With annual sales estimated of around €200 million at the wholesale level, representing about 10 percent of Lacoste's total wholesale-equivalent turnover, Pentland Brands and Lacoste have decided to transform their 26-year-old licensing agreement for Lacoste footwear into a capital and profit-sharing joint venture.

As part of the new agreement between the two companies, Lacoste will take over the distribution of the footwear line in all the markets outside the U.K., where Pentland has a solid sales structure for all its brands. For example, Pentland remains a licensee of the Royer Group in the U.K. for Kickers. It still owns Kangaroos, but the brand continues to be sold outside the U.K. by strong licensees like Bernd Hummel, which has been successfully in charge of most of the markets in Continental Europe for a long time.

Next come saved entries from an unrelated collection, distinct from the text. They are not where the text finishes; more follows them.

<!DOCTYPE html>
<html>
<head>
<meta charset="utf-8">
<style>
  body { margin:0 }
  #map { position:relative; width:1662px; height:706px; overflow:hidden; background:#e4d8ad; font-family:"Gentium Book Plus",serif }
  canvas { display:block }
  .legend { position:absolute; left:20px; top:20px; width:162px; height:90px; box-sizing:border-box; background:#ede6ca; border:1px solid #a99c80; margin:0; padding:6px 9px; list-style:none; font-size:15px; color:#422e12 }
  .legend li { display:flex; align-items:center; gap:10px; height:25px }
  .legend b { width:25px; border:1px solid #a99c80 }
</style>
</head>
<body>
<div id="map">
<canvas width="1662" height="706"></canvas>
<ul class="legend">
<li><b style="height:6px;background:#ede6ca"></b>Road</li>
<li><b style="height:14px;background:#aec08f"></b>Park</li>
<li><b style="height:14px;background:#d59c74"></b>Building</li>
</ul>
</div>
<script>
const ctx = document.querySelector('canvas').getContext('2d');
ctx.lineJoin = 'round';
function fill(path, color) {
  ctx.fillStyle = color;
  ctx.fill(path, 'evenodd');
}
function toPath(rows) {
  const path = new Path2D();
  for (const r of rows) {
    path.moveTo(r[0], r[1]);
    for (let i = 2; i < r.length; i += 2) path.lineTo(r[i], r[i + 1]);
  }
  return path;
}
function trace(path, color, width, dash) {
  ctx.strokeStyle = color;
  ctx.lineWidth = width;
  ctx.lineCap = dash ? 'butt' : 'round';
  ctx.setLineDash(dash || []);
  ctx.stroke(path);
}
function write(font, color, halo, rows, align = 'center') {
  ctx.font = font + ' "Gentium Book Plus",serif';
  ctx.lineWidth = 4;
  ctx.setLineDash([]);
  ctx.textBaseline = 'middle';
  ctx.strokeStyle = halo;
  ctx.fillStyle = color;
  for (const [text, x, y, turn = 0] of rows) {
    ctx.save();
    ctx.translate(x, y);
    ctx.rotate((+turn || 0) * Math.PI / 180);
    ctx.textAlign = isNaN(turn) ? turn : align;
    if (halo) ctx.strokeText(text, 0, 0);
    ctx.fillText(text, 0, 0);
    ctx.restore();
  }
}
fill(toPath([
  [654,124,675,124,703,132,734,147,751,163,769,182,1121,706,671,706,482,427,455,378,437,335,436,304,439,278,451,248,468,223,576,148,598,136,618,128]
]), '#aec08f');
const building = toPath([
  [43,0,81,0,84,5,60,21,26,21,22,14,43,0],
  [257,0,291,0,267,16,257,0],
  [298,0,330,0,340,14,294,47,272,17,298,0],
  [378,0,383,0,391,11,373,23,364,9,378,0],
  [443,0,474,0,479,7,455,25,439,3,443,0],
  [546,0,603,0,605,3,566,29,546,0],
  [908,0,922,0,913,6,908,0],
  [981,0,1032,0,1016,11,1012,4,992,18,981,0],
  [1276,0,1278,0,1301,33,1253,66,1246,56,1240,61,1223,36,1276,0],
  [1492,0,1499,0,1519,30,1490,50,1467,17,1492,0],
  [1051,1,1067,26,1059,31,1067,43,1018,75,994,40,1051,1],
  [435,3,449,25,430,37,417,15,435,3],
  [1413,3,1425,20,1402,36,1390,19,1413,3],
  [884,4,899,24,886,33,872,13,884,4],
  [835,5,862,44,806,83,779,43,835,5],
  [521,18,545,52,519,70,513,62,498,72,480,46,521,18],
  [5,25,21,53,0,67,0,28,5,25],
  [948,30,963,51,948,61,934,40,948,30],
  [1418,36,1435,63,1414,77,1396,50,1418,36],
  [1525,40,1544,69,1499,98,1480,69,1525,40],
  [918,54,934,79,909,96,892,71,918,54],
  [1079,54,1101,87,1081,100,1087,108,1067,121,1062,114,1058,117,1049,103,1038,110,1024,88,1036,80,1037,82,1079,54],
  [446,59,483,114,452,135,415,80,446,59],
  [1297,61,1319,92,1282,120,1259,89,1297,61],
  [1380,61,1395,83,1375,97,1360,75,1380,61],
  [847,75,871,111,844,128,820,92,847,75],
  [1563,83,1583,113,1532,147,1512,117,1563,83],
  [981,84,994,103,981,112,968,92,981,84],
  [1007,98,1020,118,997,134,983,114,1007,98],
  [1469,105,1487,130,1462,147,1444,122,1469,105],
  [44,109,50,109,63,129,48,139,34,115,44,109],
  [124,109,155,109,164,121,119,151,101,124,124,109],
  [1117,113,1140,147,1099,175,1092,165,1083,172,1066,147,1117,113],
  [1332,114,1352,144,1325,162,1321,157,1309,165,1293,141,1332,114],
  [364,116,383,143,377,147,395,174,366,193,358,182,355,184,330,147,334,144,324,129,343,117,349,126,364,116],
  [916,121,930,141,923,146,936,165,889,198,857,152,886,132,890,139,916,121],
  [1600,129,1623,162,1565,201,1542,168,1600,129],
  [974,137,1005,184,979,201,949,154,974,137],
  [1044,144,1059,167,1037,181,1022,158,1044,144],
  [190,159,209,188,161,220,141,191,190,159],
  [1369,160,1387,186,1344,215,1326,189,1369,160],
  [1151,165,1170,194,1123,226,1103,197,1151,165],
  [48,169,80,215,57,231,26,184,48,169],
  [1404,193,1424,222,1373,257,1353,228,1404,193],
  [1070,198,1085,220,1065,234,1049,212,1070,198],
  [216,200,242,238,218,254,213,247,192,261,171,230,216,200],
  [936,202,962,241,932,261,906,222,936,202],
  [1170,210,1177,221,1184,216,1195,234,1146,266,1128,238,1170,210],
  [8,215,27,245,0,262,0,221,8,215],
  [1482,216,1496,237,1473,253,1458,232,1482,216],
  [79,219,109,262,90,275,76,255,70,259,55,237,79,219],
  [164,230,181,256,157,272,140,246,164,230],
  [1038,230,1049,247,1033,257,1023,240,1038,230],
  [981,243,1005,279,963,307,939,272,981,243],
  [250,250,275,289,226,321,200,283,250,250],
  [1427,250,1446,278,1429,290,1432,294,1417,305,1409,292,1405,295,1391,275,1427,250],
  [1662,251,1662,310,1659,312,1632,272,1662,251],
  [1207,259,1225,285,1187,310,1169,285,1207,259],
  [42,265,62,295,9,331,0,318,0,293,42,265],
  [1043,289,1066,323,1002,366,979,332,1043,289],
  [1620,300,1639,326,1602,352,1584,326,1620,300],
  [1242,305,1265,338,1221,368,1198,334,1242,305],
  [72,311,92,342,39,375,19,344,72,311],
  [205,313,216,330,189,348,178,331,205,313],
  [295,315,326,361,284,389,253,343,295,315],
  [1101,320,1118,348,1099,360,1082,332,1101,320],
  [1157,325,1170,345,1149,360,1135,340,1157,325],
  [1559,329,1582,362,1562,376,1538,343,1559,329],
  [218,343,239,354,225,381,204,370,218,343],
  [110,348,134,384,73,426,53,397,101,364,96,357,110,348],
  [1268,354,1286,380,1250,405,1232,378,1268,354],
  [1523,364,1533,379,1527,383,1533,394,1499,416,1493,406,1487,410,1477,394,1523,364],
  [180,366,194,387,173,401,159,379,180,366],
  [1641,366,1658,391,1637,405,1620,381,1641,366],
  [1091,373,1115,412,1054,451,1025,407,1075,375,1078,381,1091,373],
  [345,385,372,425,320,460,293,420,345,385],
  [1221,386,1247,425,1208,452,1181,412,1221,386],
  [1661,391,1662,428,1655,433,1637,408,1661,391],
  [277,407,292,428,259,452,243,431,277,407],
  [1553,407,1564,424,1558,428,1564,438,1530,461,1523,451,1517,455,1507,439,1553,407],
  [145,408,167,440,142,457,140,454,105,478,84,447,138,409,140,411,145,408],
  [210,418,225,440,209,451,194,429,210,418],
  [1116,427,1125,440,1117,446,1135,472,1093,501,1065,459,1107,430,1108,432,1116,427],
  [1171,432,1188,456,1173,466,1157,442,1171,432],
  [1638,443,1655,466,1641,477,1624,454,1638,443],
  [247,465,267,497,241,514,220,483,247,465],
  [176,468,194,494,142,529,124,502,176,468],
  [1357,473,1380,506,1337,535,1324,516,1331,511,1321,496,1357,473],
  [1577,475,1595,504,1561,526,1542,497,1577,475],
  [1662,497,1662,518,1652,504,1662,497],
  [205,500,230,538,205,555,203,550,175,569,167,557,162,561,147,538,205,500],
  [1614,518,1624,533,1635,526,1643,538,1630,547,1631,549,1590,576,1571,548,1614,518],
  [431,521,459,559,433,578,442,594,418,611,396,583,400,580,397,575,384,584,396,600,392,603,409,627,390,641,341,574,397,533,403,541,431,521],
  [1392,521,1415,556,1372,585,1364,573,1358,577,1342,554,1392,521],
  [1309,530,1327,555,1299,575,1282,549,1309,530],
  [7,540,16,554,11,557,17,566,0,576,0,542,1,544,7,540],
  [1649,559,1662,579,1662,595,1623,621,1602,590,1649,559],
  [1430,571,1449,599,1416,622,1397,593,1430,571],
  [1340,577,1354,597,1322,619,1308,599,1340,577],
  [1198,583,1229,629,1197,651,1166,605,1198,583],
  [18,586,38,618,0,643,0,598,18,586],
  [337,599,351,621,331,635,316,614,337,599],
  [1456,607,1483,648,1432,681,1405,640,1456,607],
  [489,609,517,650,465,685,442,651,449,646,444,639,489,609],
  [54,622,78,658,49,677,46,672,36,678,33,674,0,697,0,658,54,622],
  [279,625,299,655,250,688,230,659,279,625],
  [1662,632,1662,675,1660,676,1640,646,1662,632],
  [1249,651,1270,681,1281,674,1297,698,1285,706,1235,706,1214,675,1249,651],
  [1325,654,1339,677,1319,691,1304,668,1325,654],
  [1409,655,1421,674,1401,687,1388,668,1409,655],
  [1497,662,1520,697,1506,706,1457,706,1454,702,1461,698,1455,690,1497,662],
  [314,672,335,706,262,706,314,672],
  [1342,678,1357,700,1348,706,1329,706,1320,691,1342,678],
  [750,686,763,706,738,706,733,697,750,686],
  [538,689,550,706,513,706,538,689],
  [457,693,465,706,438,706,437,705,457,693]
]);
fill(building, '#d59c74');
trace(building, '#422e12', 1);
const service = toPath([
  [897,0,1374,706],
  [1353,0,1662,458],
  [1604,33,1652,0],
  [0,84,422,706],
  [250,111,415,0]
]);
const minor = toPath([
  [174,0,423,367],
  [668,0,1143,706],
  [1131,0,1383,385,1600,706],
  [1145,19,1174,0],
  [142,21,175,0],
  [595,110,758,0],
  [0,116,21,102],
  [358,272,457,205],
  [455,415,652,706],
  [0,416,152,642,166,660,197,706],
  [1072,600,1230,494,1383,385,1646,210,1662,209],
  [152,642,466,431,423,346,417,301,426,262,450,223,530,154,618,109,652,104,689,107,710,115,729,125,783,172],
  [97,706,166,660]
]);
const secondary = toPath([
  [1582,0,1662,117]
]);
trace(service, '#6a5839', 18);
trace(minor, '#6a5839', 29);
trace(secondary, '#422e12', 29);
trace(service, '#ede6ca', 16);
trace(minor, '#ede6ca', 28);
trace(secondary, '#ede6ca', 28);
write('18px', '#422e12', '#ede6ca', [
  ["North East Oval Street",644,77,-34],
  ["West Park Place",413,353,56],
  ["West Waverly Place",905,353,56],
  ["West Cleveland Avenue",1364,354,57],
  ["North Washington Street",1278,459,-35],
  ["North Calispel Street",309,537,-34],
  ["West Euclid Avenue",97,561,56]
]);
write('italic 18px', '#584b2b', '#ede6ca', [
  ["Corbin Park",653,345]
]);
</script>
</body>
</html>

On the other hand, Lacoste has a solid sales and distribution structure in many other countries including France, Germany, the U.S., China and South Korea. It recently acquired the distribution rights for Spain from a local licensee. Lacoste also has a network of more than 1,000 corporate and franchised stores around the world, plus about 2,000 corners.

The new joint venture between Pentland and Lacoste will be based at Pentland's head office in London. It will be in charge of design, product development and manufacturing of the Lacoste footwear line.

As previously reported, Lacoste's management recently decided to dedicate a whole wall to its footwear range and other accessories in some of its stores, starting with new locations in London, Paris and Los Angeles. It also indicated that the footwear range will be expanded, but a spokesman for the brand said it will not move into technical tennis shoes, in spite of its tennis heritage.

In a statement to the press, Thierry Guibert, chief executive of the Lacoste Group, said the merger with Pentland is fully in line with Lacoste's strategic plan, which aims to promote the brand's prestige and optimize the coordination of all the product categories.

The consolidation process has been going on for years. In 2011, the apparel licensee of Lacoste, Devanlay, took over the license for Lacoste leathergoods from LATR. The next year, Maus Frères, the big Swiss holding company that has owned Devanlay since 1998, took over the Lacoste brand as well.